Sauer has been interviewing candidates for the boatman’s job. What will make Payne difficult to replace, Pritzker said, are his “institutional knowledge and how quickly he’s able to solve things. He’s the kind of guy that everyone else calls to figure out how to do things, and that’s really valuable in the sport. All the other riggers will call Roger and say, ‘How do you fix this?’”

Payne, whose grandfather was a carpenter, said he’s always liked “working with my hands, just learning stuff and figuring it out.”

“I’ve always been kind of handy, and then there were people around me that were always handy, and I just kind of picked it up.”
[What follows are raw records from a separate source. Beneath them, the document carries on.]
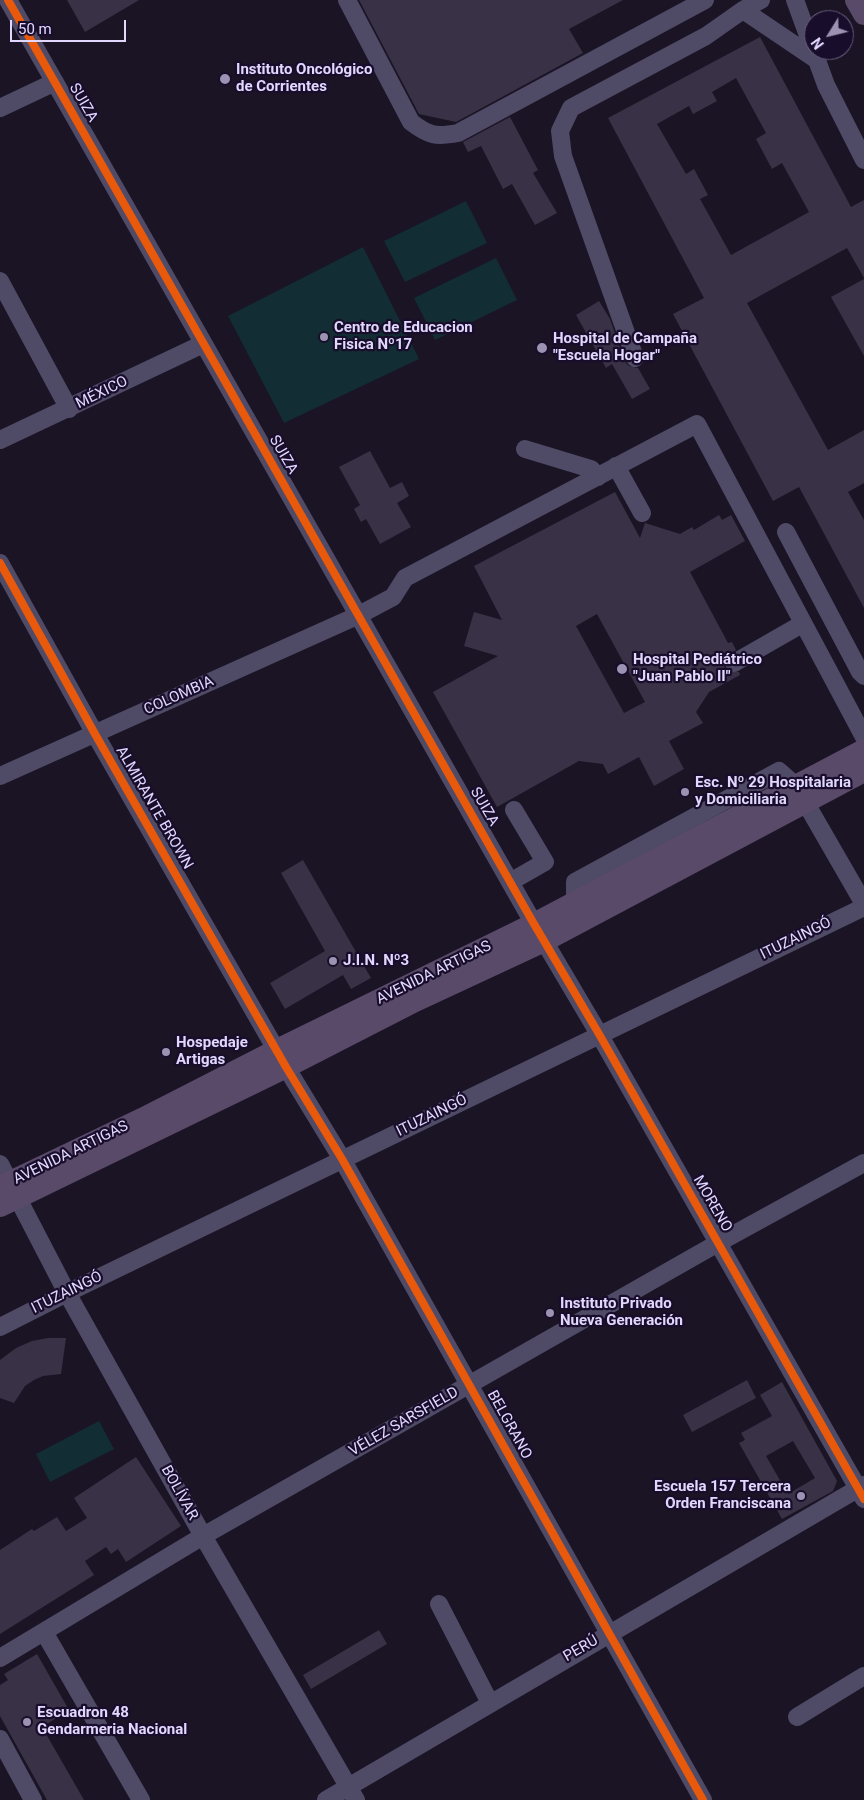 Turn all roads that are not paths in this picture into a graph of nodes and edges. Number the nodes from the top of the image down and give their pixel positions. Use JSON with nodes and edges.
{"nodes":[{"id":1,"x":8,"y":0,"type":"edge"},
{"id":2,"x":347,"y":0,"type":"edge"},
{"id":3,"x":705,"y":0,"type":"edge"},
{"id":4,"x":761,"y":0,"type":"edge"},
{"id":5,"x":795,"y":0,"type":"edge"},
{"id":6,"x":856,"y":0,"type":"edge"},
{"id":7,"x":743,"y":10,"type":"junction"},
{"id":8,"x":864,"y":14,"type":"edge"},
{"id":9,"x":804,"y":25,"type":"edge"},
{"id":10,"x":804,"y":51,"type":"edge"},
{"id":11,"x":817,"y":60,"type":"edge"},
{"id":12,"x":55,"y":82,"type":"junction"},
{"id":13,"x":0,"y":108,"type":"edge"},
{"id":14,"x":864,"y":160,"type":"edge"},
{"id":15,"x":0,"y":281,"type":"edge"},
{"id":16,"x":203,"y":344,"type":"junction"},
{"id":17,"x":635,"y":358,"type":"dead end"},
{"id":18,"x":69,"y":408,"type":"junction"},
{"id":19,"x":0,"y":440,"type":"edge"},
{"id":20,"x":525,"y":449,"type":"dead end"},
{"id":21,"x":616,"y":466,"type":"junction"},
{"id":22,"x":598,"y":477,"type":"junction"},
{"id":23,"x":642,"y":513,"type":"dead end"},
{"id":24,"x":786,"y":532,"type":"dead end"},
{"id":25,"x":0,"y":563,"type":"edge"},
{"id":26,"x":6,"y":588,"type":"edge"},
{"id":27,"x":359,"y":615,"type":"junction"},
{"id":28,"x":802,"y":624,"type":"junction"},
{"id":29,"x":734,"y":663,"type":"dead end"},
{"id":30,"x":862,"y":674,"type":"edge"},
{"id":31,"x":836,"y":686,"type":"junction"},
{"id":32,"x":95,"y":734,"type":"junction"},
{"id":33,"x":864,"y":737,"type":"edge"},
{"id":34,"x":864,"y":750,"type":"edge"},
{"id":35,"x":864,"y":771,"type":"edge"},
{"id":36,"x":0,"y":776,"type":"edge"},
{"id":37,"x":801,"y":794,"type":"junction"},
{"id":38,"x":514,"y":810,"type":"dead end"},
{"id":39,"x":510,"y":882,"type":"junction"},
{"id":40,"x":864,"y":905,"type":"edge"},
{"id":41,"x":539,"y":932,"type":"junction"},
{"id":42,"x":600,"y":1034,"type":"junction"},
{"id":43,"x":281,"y":1058,"type":"junction"},
{"id":44,"x":342,"y":1159,"type":"junction"},
{"id":45,"x":864,"y":1164,"type":"edge"},
{"id":46,"x":6,"y":1187,"type":"edge"},
{"id":47,"x":718,"y":1243,"type":"junction"},
{"id":48,"x":66,"y":1293,"type":"junction"},
{"id":49,"x":0,"y":1327,"type":"edge"},
{"id":50,"x":470,"y":1384,"type":"junction"},
{"id":51,"x":862,"y":1491,"type":"edge"},
{"id":52,"x":203,"y":1536,"type":"junction"},
{"id":53,"x":439,"y":1604,"type":"dead end"},
{"id":54,"x":44,"y":1632,"type":"junction"},
{"id":55,"x":609,"y":1633,"type":"junction"},
{"id":56,"x":0,"y":1658,"type":"edge"},
{"id":57,"x":864,"y":1676,"type":"edge"},
{"id":58,"x":490,"y":1703,"type":"junction"},
{"id":59,"x":796,"y":1717,"type":"dead end"},
{"id":60,"x":0,"y":1739,"type":"edge"},
{"id":61,"x":352,"y":1793,"type":"edge"},
{"id":62,"x":33,"y":1800,"type":"edge"},
{"id":63,"x":141,"y":1800,"type":"edge"},
{"id":64,"x":326,"y":1800,"type":"edge"},
{"id":65,"x":703,"y":1800,"type":"edge"}],
"edges":[{"from":1,"to":12,"type":"street","name":"SUIZA"},
{"from":2,"to":3,"type":"street"},
{"from":4,"to":7,"type":"street"},
{"from":5,"to":9,"type":"street"},
{"from":6,"to":8,"type":"main road"},
{"from":7,"to":10,"type":"street"},
{"from":7,"to":17,"type":"street"},
{"from":11,"to":14,"type":"street"},
{"from":12,"to":13,"type":"street"},
{"from":12,"to":16,"type":"street","name":"SUIZA"},
{"from":15,"to":18,"type":"street"},
{"from":16,"to":18,"type":"street","name":"MÉXICO"},
{"from":16,"to":27,"type":"street","name":"SUIZA"},
{"from":18,"to":19,"type":"street","name":"MÉXICO"},
{"from":20,"to":22,"type":"street"},
{"from":21,"to":22,"type":"street","name":"COLOMBIA"},
{"from":21,"to":23,"type":"street"},
{"from":21,"to":28,"type":"street","name":"COLOMBIA"},
{"from":22,"to":27,"type":"street","name":"COLOMBIA"},
{"from":24,"to":30,"type":"street"},
{"from":25,"to":26,"type":"street","name":"ALMIRANTE BROWN"},
{"from":26,"to":32,"type":"street","name":"ALMIRANTE BROWN"},
{"from":27,"to":32,"type":"street","name":"COLOMBIA"},
{"from":27,"to":39,"type":"street","name":"SUIZA"},
{"from":28,"to":29,"type":"street"},
{"from":28,"to":31,"type":"street"},
{"from":30,"to":31,"type":"street"},
{"from":31,"to":33,"type":"street"},
{"from":32,"to":36,"type":"street","name":"COLOMBIA"},
{"from":32,"to":43,"type":"street","name":"ALMIRANTE BROWN"},
{"from":34,"to":37,"type":"main road","name":"AVENIDA ARTIGAS"},
{"from":35,"to":37,"type":"main road","name":"AVENIDA ARTIGAS"},
{"from":37,"to":40,"type":"street"},
{"from":37,"to":41,"type":"main road","name":"AVENIDA ARTIGAS"},
{"from":37,"to":41,"type":"main road","name":"AVENIDA ARTIGAS"},
{"from":38,"to":39,"type":"street"},
{"from":39,"to":41,"type":"street","name":"SUIZA"},
{"from":40,"to":42,"type":"street","name":"ITUZAINGÓ"},
{"from":41,"to":42,"type":"street","name":"MORENO"},
{"from":41,"to":43,"type":"main road","name":"AVENIDA ARTIGAS"},
{"from":42,"to":44,"type":"street","name":"ITUZAINGÓ"},
{"from":42,"to":47,"type":"street","name":"MORENO"},
{"from":43,"to":44,"type":"street","name":"BELGRANO"},
{"from":43,"to":46,"type":"main road","name":"AVENIDA ARTIGAS"},
{"from":44,"to":48,"type":"street","name":"ITUZAINGÓ"},
{"from":44,"to":50,"type":"street","name":"BELGRANO"},
{"from":45,"to":47,"type":"street","name":"VÉLEZ SARSFIELD"},
{"from":46,"to":48,"type":"street","name":"BOLÍVAR"},
{"from":47,"to":50,"type":"street","name":"VÉLEZ SARSFIELD"},
{"from":47,"to":51,"type":"street","name":"MORENO"},
{"from":48,"to":49,"type":"street","name":"ITUZAINGÓ"},
{"from":48,"to":52,"type":"street","name":"BOLÍVAR"},
{"from":50,"to":52,"type":"street","name":"VÉLEZ SARSFIELD"},
{"from":50,"to":55,"type":"street","name":"BELGRANO"},
{"from":51,"to":55,"type":"street","name":"PERÚ"},
{"from":52,"to":54,"type":"street","name":"VÉLEZ SARSFIELD"},
{"from":52,"to":61,"type":"street","name":"BOLÍVAR"},
{"from":53,"to":58,"type":"street"},
{"from":54,"to":56,"type":"street","name":"VÉLEZ SARSFIELD"},
{"from":54,"to":63,"type":"street"},
{"from":55,"to":58,"type":"street","name":"PERÚ"},
{"from":55,"to":65,"type":"street","name":"BELGRANO"},
{"from":57,"to":59,"type":"street"},
{"from":58,"to":61,"type":"street","name":"PERÚ"},
{"from":60,"to":62,"type":"street"},
{"from":61,"to":64,"type":"street","name":"PERÚ"}]}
Payne also has been something of a pop psychologist at UVA, Sauer said. “He’s had to deal with all these different coaches’ personalities, not just mine, but [those of the assistants as well]. And then he’s dealing with the kids, too. Because the kids may not want to come to the coaches, but they’ll go to Roger and say, ‘Roger, what the heck? What’s wrong with Kevin today?’ Or something like that.
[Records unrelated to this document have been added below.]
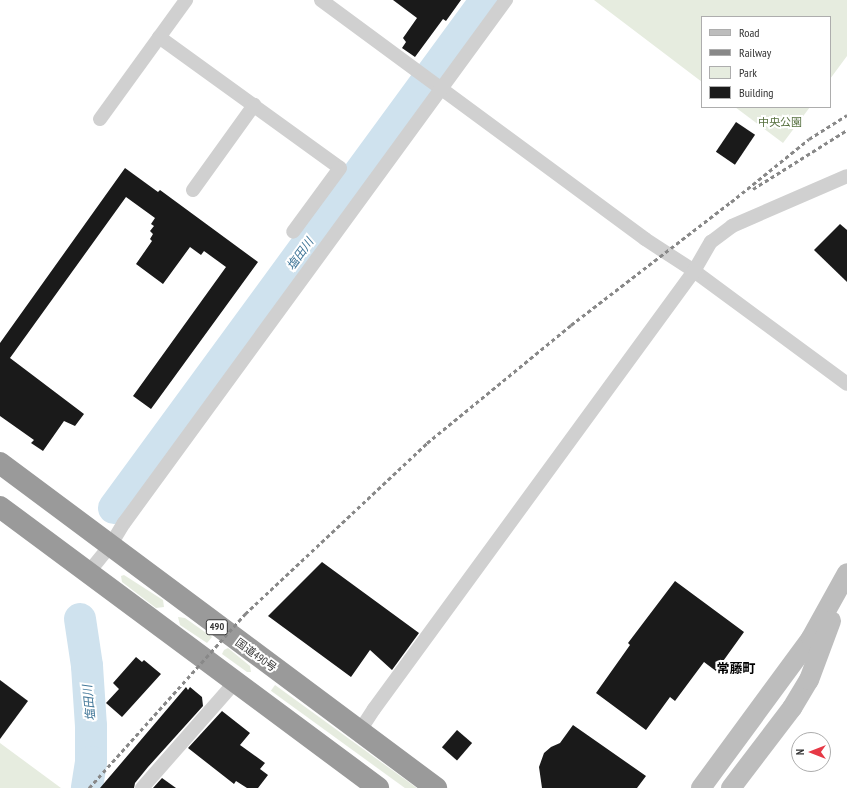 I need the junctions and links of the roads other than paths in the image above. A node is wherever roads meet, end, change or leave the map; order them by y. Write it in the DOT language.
graph roads {
  1 [pos="186,0"];
  2 [pos="321,0"];
  3 [pos="506,0"];
  4 [pos="159,36"];
  5 [pos="438,87"];
  6 [pos="254,105"];
  7 [pos="100,119"];
  8 [pos="847,176"];
  9 [pos="193,190"];
  10 [pos="294,232"];
  11 [pos="694,271"];
  12 [pos="847,384"];
  13 [pos="0,463"];
  14 [pos="0,507"];
  15 [pos="110,546"];
  16 [pos="88,573"];
  17 [pos="847,573"];
  18 [pos="235,682"];
  19 [pos="360,732"];
  20 [pos="142,788"];
  21 [pos="378,788"];
  22 [pos="436,788"];
  23 [pos="701,788"];
  24 [pos="731,788"];
  1 -- 4 [label="street"];
  2 -- 5 [label="street"];
  3 -- 5 [label="street"];
  4 -- 6 [label="street"];
  4 -- 7 [label="street"];
  5 -- 11 [label="street"];
  5 -- 15 [label="street"];
  6 -- 9 [label="street"];
  6 -- 10 [label="street"];
  8 -- 11 [label="street"];
  11 -- 12 [label="street"];
  11 -- 19 [label="street"];
  13 -- 15 [label="highway, 国道490号 / 490"];
  14 -- 16 [label="highway"];
  15 -- 16 [label="street"];
  15 -- 19 [label="highway, 国道490号 / 490"];
  16 -- 18 [label="highway"];
  17 -- 23 [label="street"];
  17 -- 24 [label="street"];
  18 -- 20 [label="street"];
  18 -- 21 [label="highway"];
  19 -- 22 [label="highway, 国道490号 / 490"];
}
“The kids will go to Roger with things they wouldn’t go to the coaches about.”

Zwicker, who earned two degrees from UVA, rowed this season for the program’s top crew, the Varsity Eight, whose boat is named for Payne. She returned home to British Columbia after the NCAA regatta with fond memories of her time with Payne.
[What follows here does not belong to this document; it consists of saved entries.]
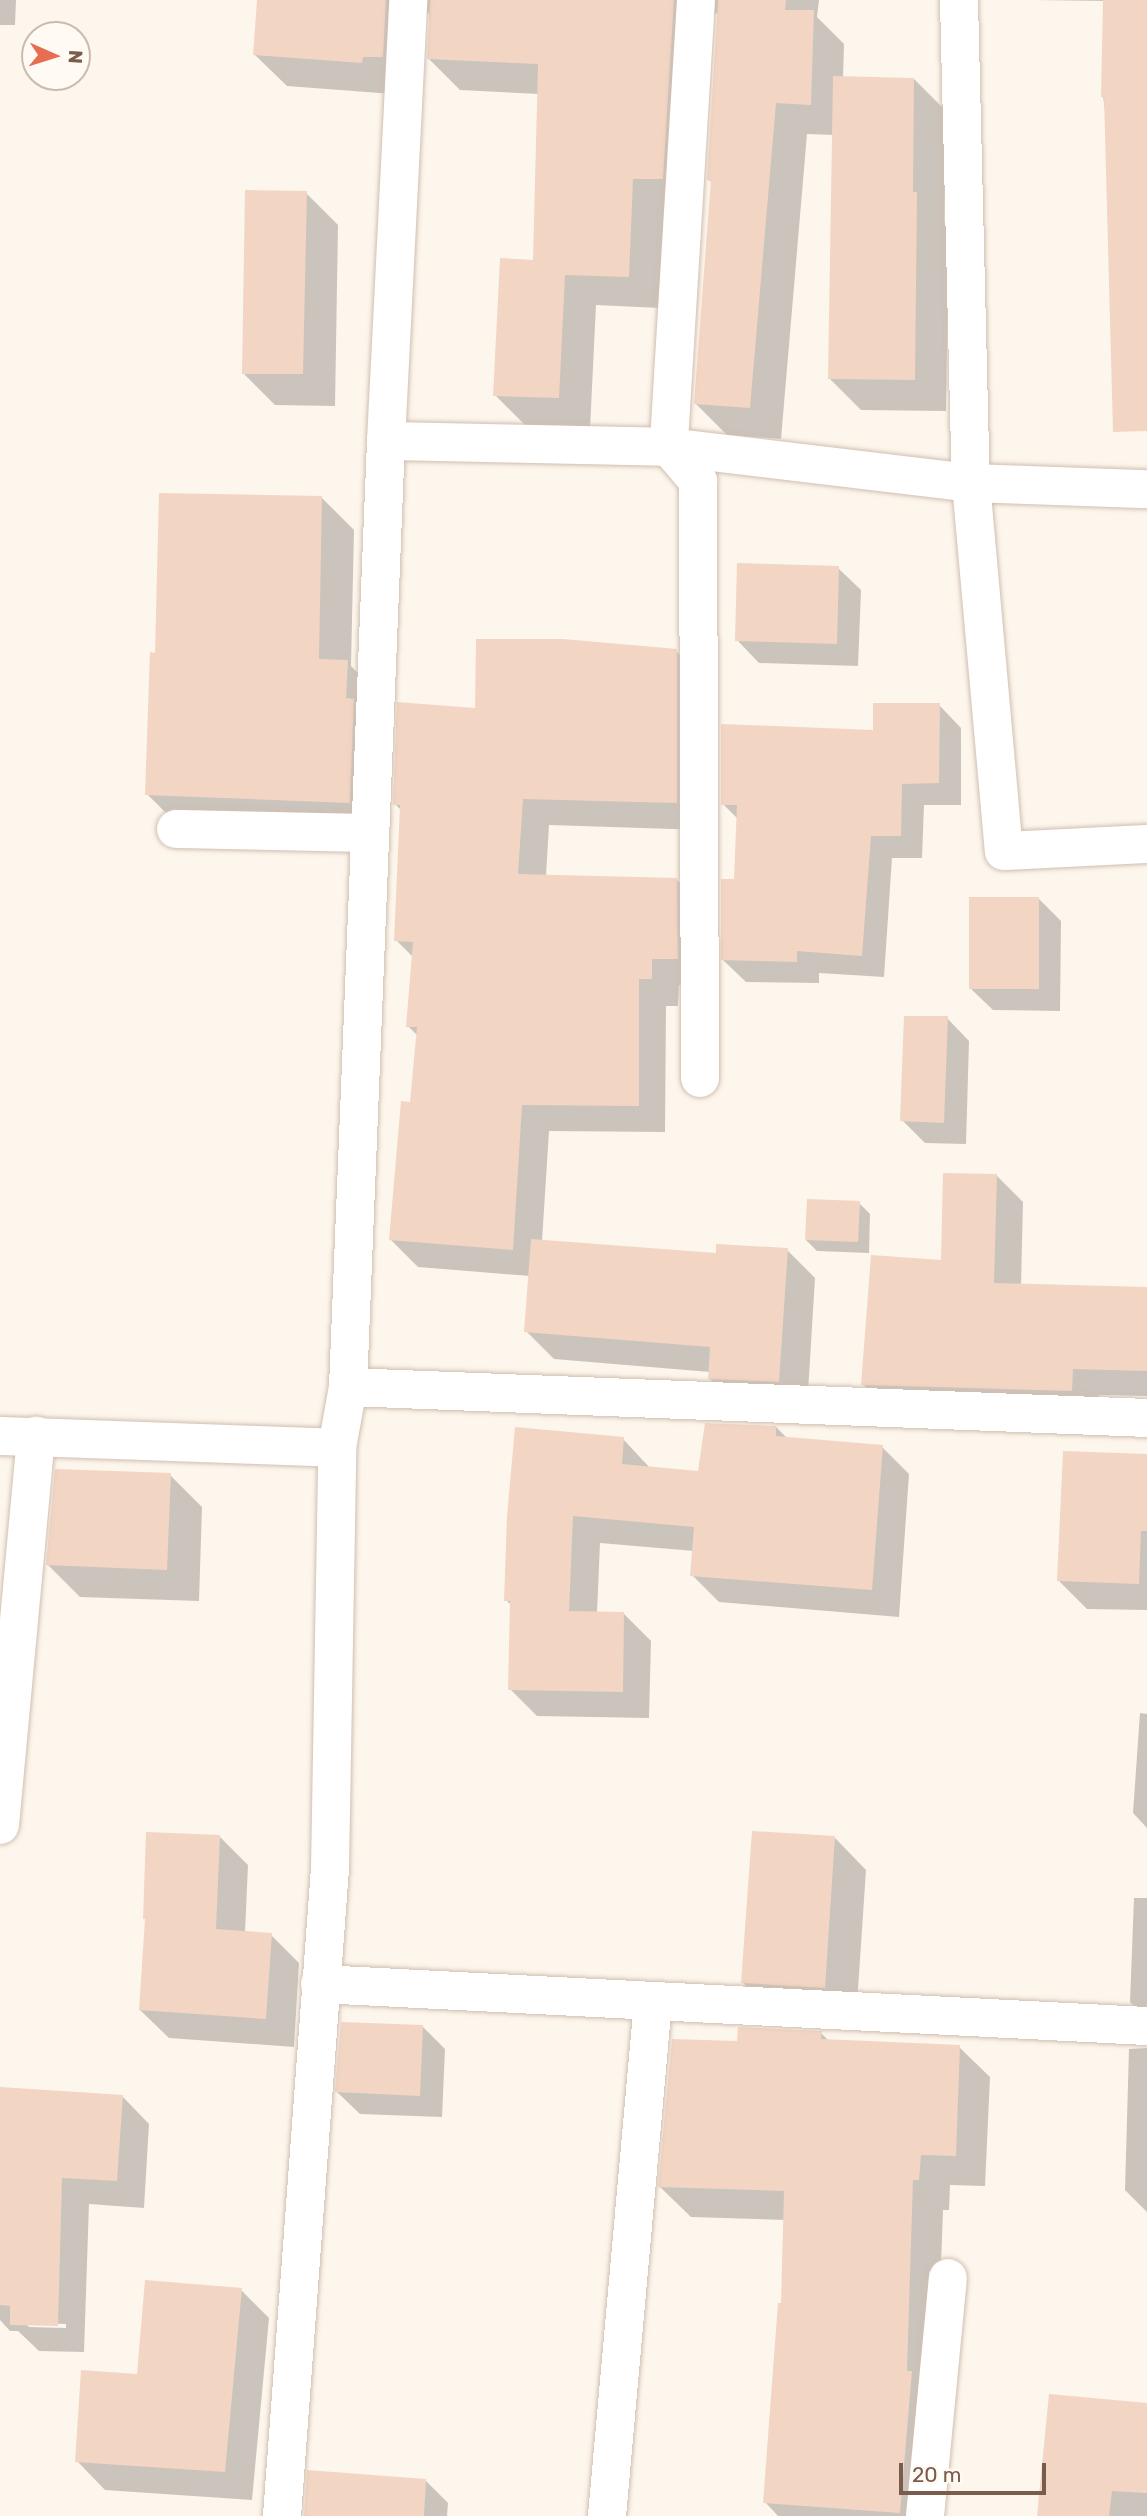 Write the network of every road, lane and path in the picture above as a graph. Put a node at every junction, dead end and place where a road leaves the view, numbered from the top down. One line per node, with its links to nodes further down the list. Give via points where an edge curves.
1 (408, 0): 4 (street)
2 (696, 0): 5 (street)
3 (959, 0): 6 (street)
4 (386, 441): 5 (street); 9 (street)
5 (669, 447): 6 (street); 11 (street, via 698,481)
6 (971, 483): 7 (street); 10 (street, via 1004,851)
7 (1147, 489)
8 (176, 830): 9 (street)
9 (370, 833): 12 (street)
10 (1147, 844)
11 (701, 1079)
12 (348, 1387): 13 (street); 15 (street)
13 (1147, 1418)
14 (18, 1436): 15 (street); 16 (street)
15 (337, 1448): 17 (street, via 330,1869)
16 (0, 1825)
17 (320, 1984): 18 (street); 21 (street)
18 (653, 2002): 19 (street); 22 (street)
19 (1147, 2026)
20 (948, 2278): 23 (street)
21 (282, 2516)
22 (607, 2516)
23 (925, 2516)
“One of my favorites is when he invites the graduating class to his home (where he and his wife have a beautiful garden and chickens – dinner is made entirely from their backyard!) after NCAAs as our final send-off,” Zwicker wrote. “He is so knowledgeable about the sport of rowing and has countless stories from his many years dedicated to the sport. We especially love the stories he can tell us about Kevin!”

Sauer wants to make sure Payne receives his due before retiring. In May, after the Cavaliers won their ninth consecutive ACC title, conference officials recognized Payne “in front of all the kids and the parents,” Sauer said. “People gave him a standing ovation.”

Two weeks later, after the awards ceremony at the NCAA championships in Sarasota, Florida, “I was able to grab the mic at the end of the NCAA awards and recognize him there, too,” Sauer said. “I think it’s important, because people need to know about people that came before them and people that have been behind the scenes.

“Even though he’s not really behind the scenes – people know him – he’s not a coach, he’s not an athlete. He’s a worker bee, and it’s important for kids to see that.”

That he was recognized in Sarasota in front of the teams from Washington and Wisconsin – two other schools to which he has strong ties – made the moment especially meaningful for Payne.

“I know so many people in rowing,” he said. “You’ve been around forever, so eventually you meet and interact with everybody. And I always try and help anybody out who needs it, and with most of the people that do my job it’s the same way. Something breaks or something else, we’re all there to help you fix it.

“NCAAs was really fun. It was kind of the whole gamut of my experience, with teams that I worked with.”

Payne hopes to end his official tenure at UVA by the middle of this month. But he’ll continue to help the program periodically as a volunteer assistant coach and will aid the next boatman however he can.

“I don’t think he can stay away from the boathouse,” Sauer said, laughing.

“It’ll be different, because Roger’s Roger. But the nice thing is that it’s not like he’s just shutting the door and he’s gone. He’ll be around, and that’s going to make it nice.”

Payne said: “I just want the transition to be smooth. It’s not like I have any place to be.”

What he’s enjoyed most about his work at UVA, Payne said, is his interaction with generations of rowers.

“It’s fun to keep everything going and it’s fun to help out, but the most fun on the job is watching young people come in and develop and grow and become somewhat responsible adults – not that any of us are, totally,” Payne said, laughing.

“And they’re doing something that’s really hard, something that’s really blue collar. There’s no stars, and it’s just work.”